Saved data entries:
——————
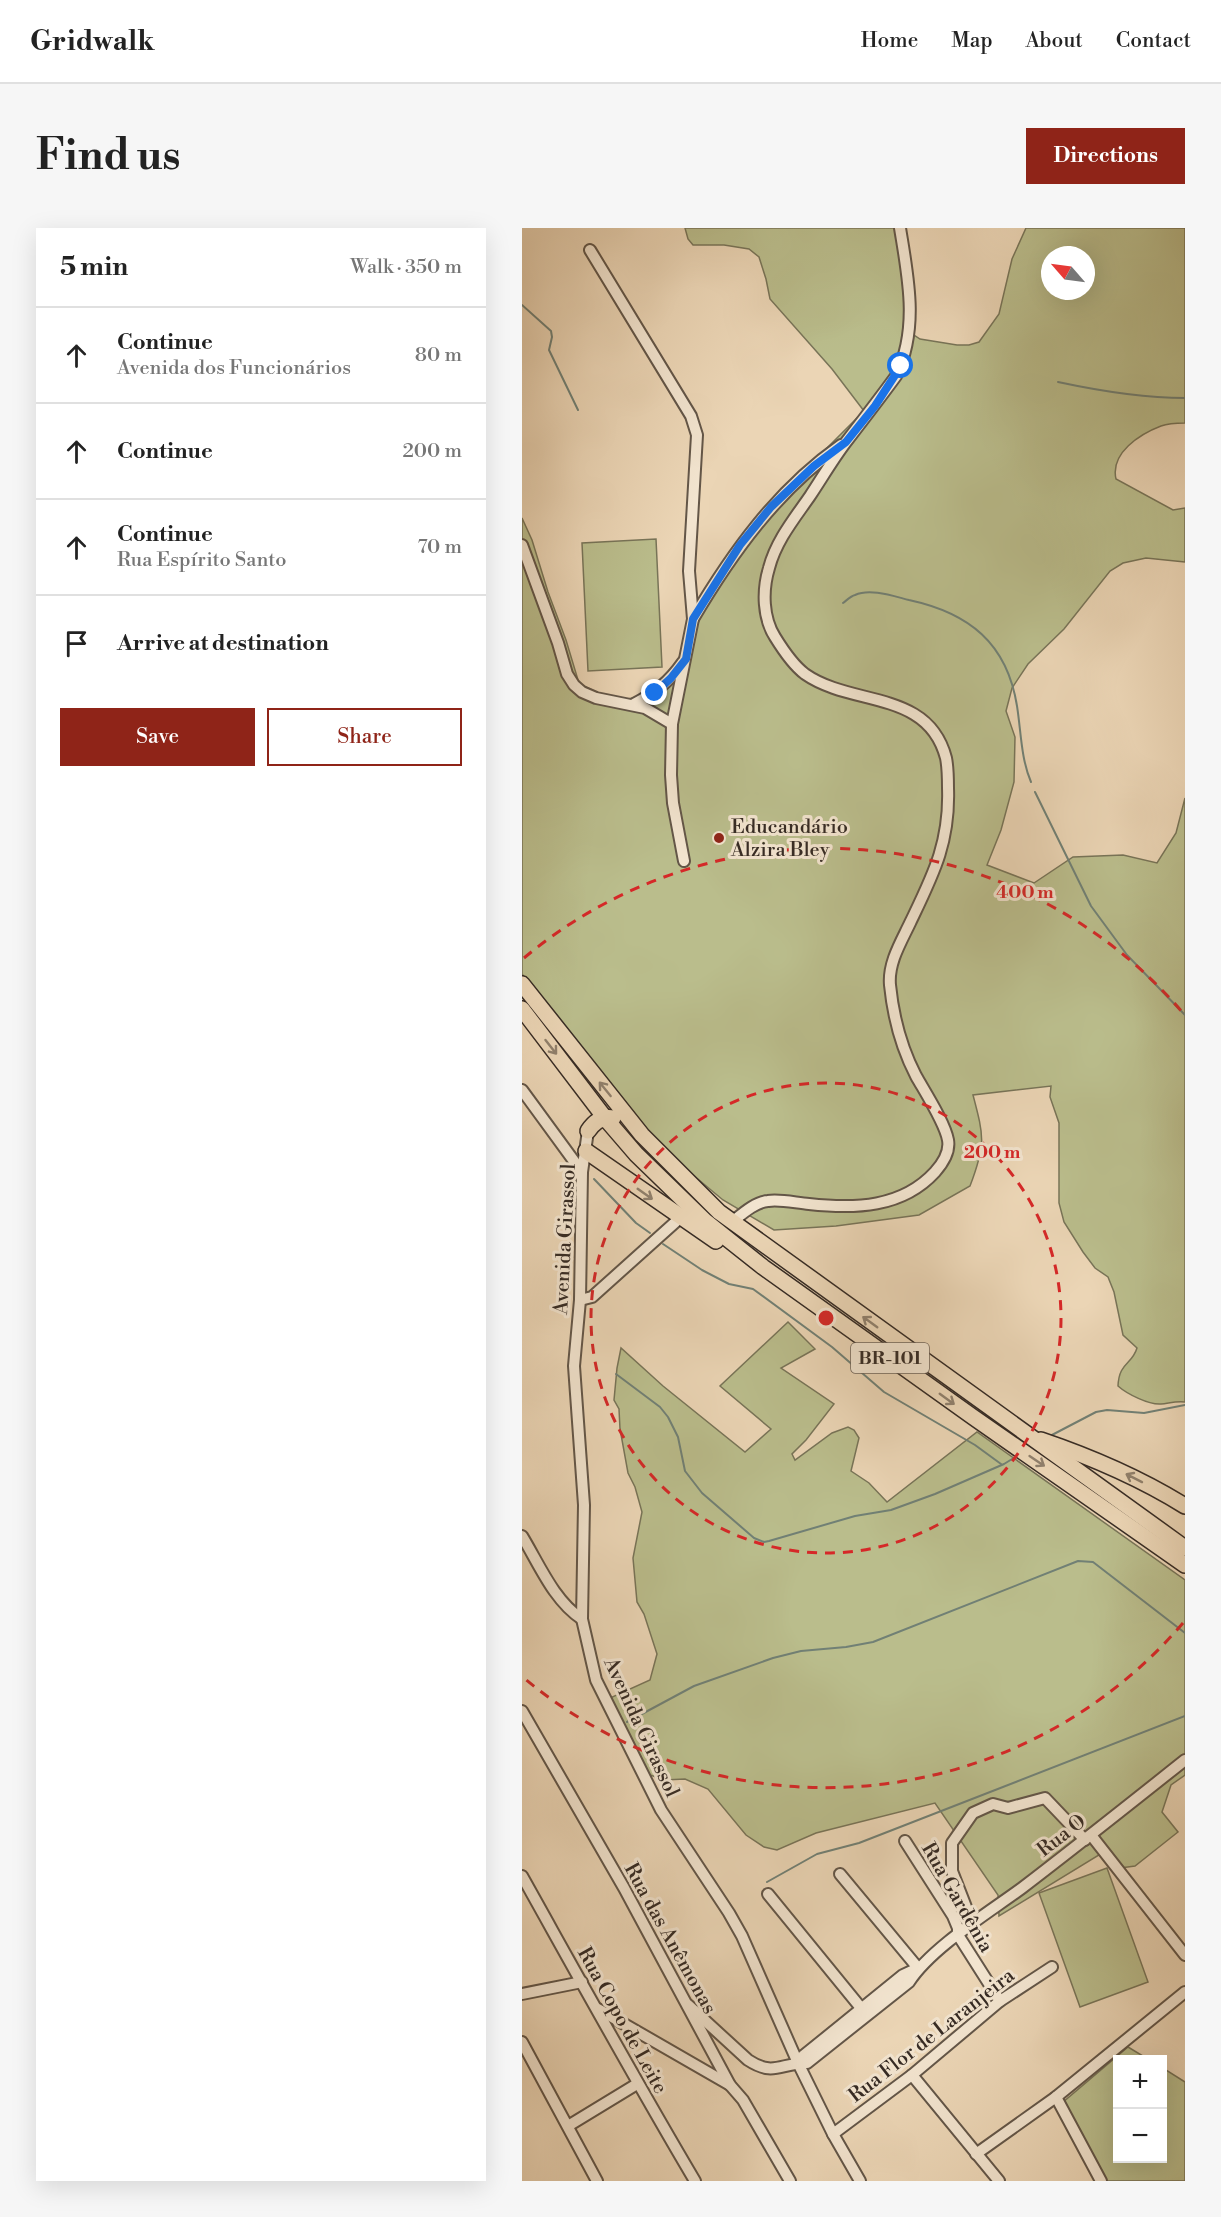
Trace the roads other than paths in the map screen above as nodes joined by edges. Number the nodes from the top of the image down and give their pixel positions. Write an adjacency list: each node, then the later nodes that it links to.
1 (900, 228): 3 (street)
2 (590, 250): 5 (street)
3 (846, 442): 5 (street); 20 (street)
4 (522, 545): 7 (street)
5 (693, 619): 6 (street)
6 (686, 659): 7 (street); 8 (street)
7 (634, 704): 8 (street)
8 (672, 724): 9 (street)
9 (684, 861)
10 (522, 984): 18 (highway, BR-101, one-way to 10)
11 (522, 1010): 12 (highway, BR-101, one-way to 12)
12 (580, 1085): 14 (highway, BR-101); 15 (highway)
13 (522, 1090): 17 (street)
14 (605, 1118): 15 (highway); 18 (highway); 21 (highway, BR-101)
15 (588, 1131): 16 (street, Avenida Girassol)
16 (586, 1151): 17 (street, Avenida Girassol); 19 (highway, one-way to 19)
17 (582, 1172): 22 (street, Avenida Girassol)
18 (704, 1199): 20 (highway, BR-101)
19 (680, 1218): 21 (highway); 22 (street)
20 (732, 1222): 23 (highway, BR-101, one-way to 20)
21 (763, 1267): 24 (highway, BR-101, one-way to 24)
22 (580, 1300): 30 (street, Avenida Girassol)
23 (1027, 1435): 25 (highway, one-way to 23); 27 (highway, BR-101)
24 (1057, 1475): 28 (highway); 29 (highway, BR-101)
25 (1185, 1506)
26 (522, 1536): 30 (street)
27 (1185, 1548)
28 (1185, 1557)
29 (1185, 1565)
30 (582, 1619): 51 (street, Avenida Girassol)
31 (522, 1711): 47 (street, Rua das Anêmonas)
32 (1185, 1760): 33 (street, Rua O)
33 (1088, 1837): 38 (street, Rua O); 38 (street); 40 (street)
34 (905, 1841): 39 (street, Rua Gardênia)
35 (840, 1874): 42 (street)
36 (522, 1876): 43 (street, Rua Copo de Leite)
37 (768, 1894): 48 (street)
38 (973, 1924): 39 (street, Rua O)
39 (958, 1935): 42 (street, Rua O); 46 (street, Rua Gardênia)
40 (1185, 1955)
41 (1052, 1967): 46 (street, Rua Flor de Laranjeira)
42 (918, 1968): 48 (street); 51 (street)
43 (582, 1982): 45 (street); 49 (street, Rua Copo de Leite)
44 (1185, 1992): 55 (street)
45 (522, 1994)
46 (1000, 2001): 52 (street, Rua Flor de Laranjeira)
47 (688, 2005): 51 (street); 54 (street, Rua das Anêmonas)
48 (861, 2008): 51 (street)
49 (598, 2009): 53 (street, Rua Copo de Leite); 54 (street)
50 (522, 2042): 56 (street)
51 (798, 2063): 57 (street, Avenida Girassol)
52 (912, 2075): 57 (street, Rua Flor de Laranjeira); 58 (street)
53 (637, 2084): 56 (street); 60 (street, Rua Copo de Leite)
54 (730, 2085): 61 (street, Rua das Anêmonas)
55 (1056, 2097): 58 (street); 64 (street)
56 (568, 2126): 59 (street)
57 (833, 2134): 62 (street, Avenida Girassol)
58 (976, 2154): 63 (street)
59 (597, 2181)
60 (695, 2181)
61 (790, 2181)
62 (860, 2181)
63 (999, 2181)
64 (1101, 2181)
——————
## Problem statement:
Work through the entries, filtering for the string "highway", and copy each line that holds it.

## Exercise result:
10 (522, 984): 18 (highway, BR-101, one-way to 10)
11 (522, 1010): 12 (highway, BR-101, one-way to 12)
12 (580, 1085): 14 (highway, BR-101); 15 (highway)
14 (605, 1118): 15 (highway); 18 (highway); 21 (highway, BR-101)
16 (586, 1151): 17 (street, Avenida Girassol); 19 (highway, one-way to 19)
18 (704, 1199): 20 (highway, BR-101)
19 (680, 1218): 21 (highway); 22 (street)
20 (732, 1222): 23 (highway, BR-101, one-way to 20)
21 (763, 1267): 24 (highway, BR-101, one-way to 24)
23 (1027, 1435): 25 (highway, one-way to 23); 27 (highway, BR-101)
24 (1057, 1475): 28 (highway); 29 (highway, BR-101)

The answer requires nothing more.